Lorsque nous concevons des coworkings, l’idée est de ne pas scinder complètement les espaces fermés et ouverts. Globalement, j’estime que l’espace de travail ne doit pas différencier les expériences selon qu’on est une petite société ou une grosse. L’idée reste créer des connexions entre des gens et leurs entreprises.
Comment s’organise l’occupation par le personnel, dès lors?
Les collaborateurs de Out Of Office s’installent en fonction de la personne avec qui ils doivent travailler ou de la tâche qu’ils doivent apporter. Cela rompt avec l’idée habituelle du département qu’on gagne chaque matin. Celui-ci induit un chemin identique chaque jour, qui mène à des habitudes, des automatismes. L’humain, bien sûr, aime se sentir à l’aise et rassuré dans un lieu, quel qu’il soit. Mais ce n’est pas pour ça qu’il doit se réfugier dans son bureau car cela pourrait créer un train-train contre-productif.


Quid si deux employés s’entendent trop bien et court-circuitent ces intentions en s’installant toujours au même endroit?
Deux personnes qui s’entendent super bien sont clairement un plus pour une entreprise: on est plus productif et créatif si on est entouré de gens qu’on apprécie. Si ça perturbe le travail, il suffit de discuter.
Le duo de mobilier chaise-table, c’est dépassé?

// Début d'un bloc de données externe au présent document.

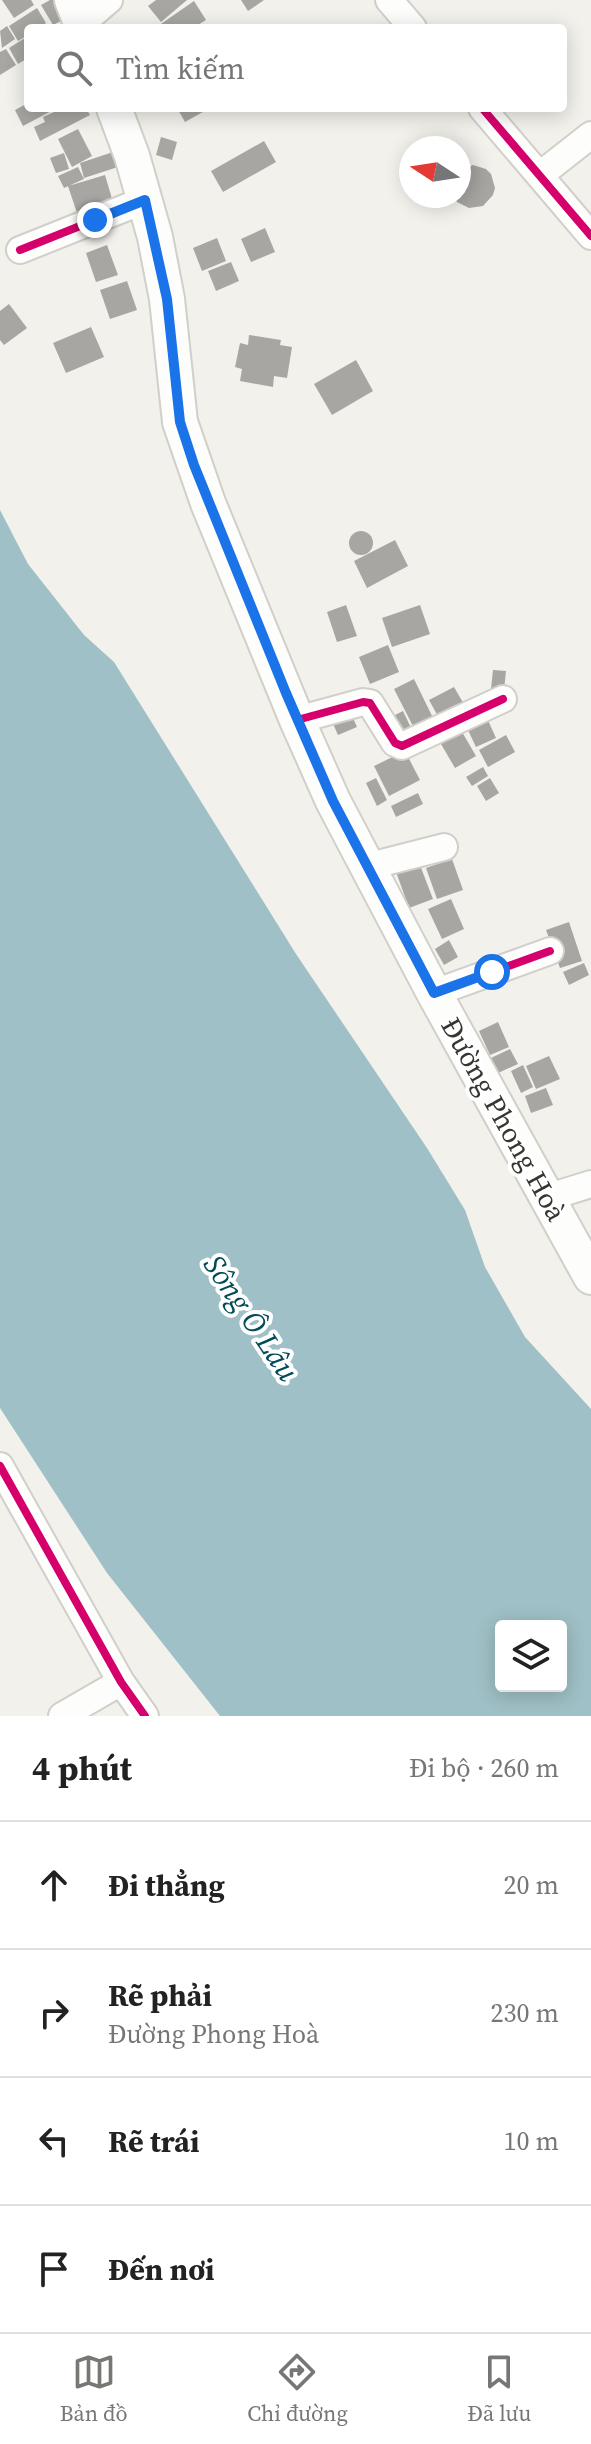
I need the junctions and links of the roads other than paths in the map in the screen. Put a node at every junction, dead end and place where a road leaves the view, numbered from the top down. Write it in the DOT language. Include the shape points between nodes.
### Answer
graph roads {
  1 [pos="109,0"];
  2 [pos="389,0"];
  3 [pos="79,17"];
  4 [pos="410,24"];
  5 [pos="115,112"];
  6 [pos="485,112"];
  7 [pos="591,135"];
  8 [pos="540,175"];
  9 [pos="145,200"];
  10 [pos="591,236"];
  11 [pos="20,250"];
  12 [pos="503,699"];
  13 [pos="297,720"];
  14 [pos="444,847"];
  15 [pos="366,867"];
  16 [pos="550,951"];
  17 [pos="434,993"];
  18 [pos="591,1184"];
  19 [pos="546,1198"];
  20 [pos="591,1277"];
  21 [pos="0,1466"];
  22 [pos="10,1508"];
  23 [pos="121,1682"];
  24 [pos="62,1716"];
  25 [pos="145,1716"];
  1 -- 3 [label="street"];
  2 -- 4 [label="street"];
  5 -- 9 [label="main road, Đường Phong Hoà"];
  6 -- 8 [label="street"];
  7 -- 8 [label="street"];
  8 -- 10 [label="street"];
  9 -- 11 [label="street"];
  9 -- 13 [label="main road, Đường Phong Hoà" via="167,299 180,422"];
  12 -- 13 [label="street" via="402,746 370,703"];
  13 -- 15 [label="main road, Đường Phong Hoà"];
  14 -- 15 [label="street"];
  15 -- 17 [label="main road, Đường Phong Hoà"];
  16 -- 17 [label="street"];
  17 -- 19 [label="main road, Đường Phong Hoà"];
  18 -- 19 [label="street"];
  19 -- 20 [label="main road, Đường Phong Hoà"];
  21 -- 22 [label="street"];
  22 -- 23 [label="street"];
  23 -- 24 [label="street"];
  23 -- 25 [label="street"];
}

Un bureau, c’est bien plus que ça. Le problème, c’est qu’on a toujours fait comme ça. Certaines sociétés ont compris que c’était aseptisé: elles prennent temps et argent pour s’occuper du design. Les entreprises de coworking sont pionnières en ce sens. Et les grandes boîtes embrayent. Nous venons de concevoir le hall d’entrée d’un client du secteur pharmaceutique: un bar est désormais implanté, à la place de la réception, où il n’y a plus de tourniquet. Nous allons aussi y développer un espace de flexible, style «garage d’innovation»: cela ouvre la communication transversale et casse les silos. Bien sûr, tout le monde ne doit pas avoir son bar mais il faut transformer les couloirs en lieux de rencontre pour créer une communauté.
D’autres exemples?
Nous allons déplacer nos propres bureaux dans la chaussée de Waterloo, dans un ancien magasin de matelas. L’objectif est d’y installer un concept-store d’Out of Office, ouvert au quartier, reflétant ses quatre activités ainsi que ses valeurs. Pour permettre à toutes les générations de se connecter autour des activités que nous y organiserons.


Quid des matériaux?
On aime le naturel. Pas uniquement le bois, mais des matières vraies, pour s’ancrer dans des espaces avec une âme. Pas du plastique partout.
Est-il important pour les entreprises d’investir dans l’espace de travail pour se positionner dans la «guerre des talents»?
Oui. Une fois leurs espaces repensés, les entreprises nous disent retenir et attirer davantage de «hauts potentiels». Il faut donc être prêt à repenser son organisation et à créer des aménagements qui font sens.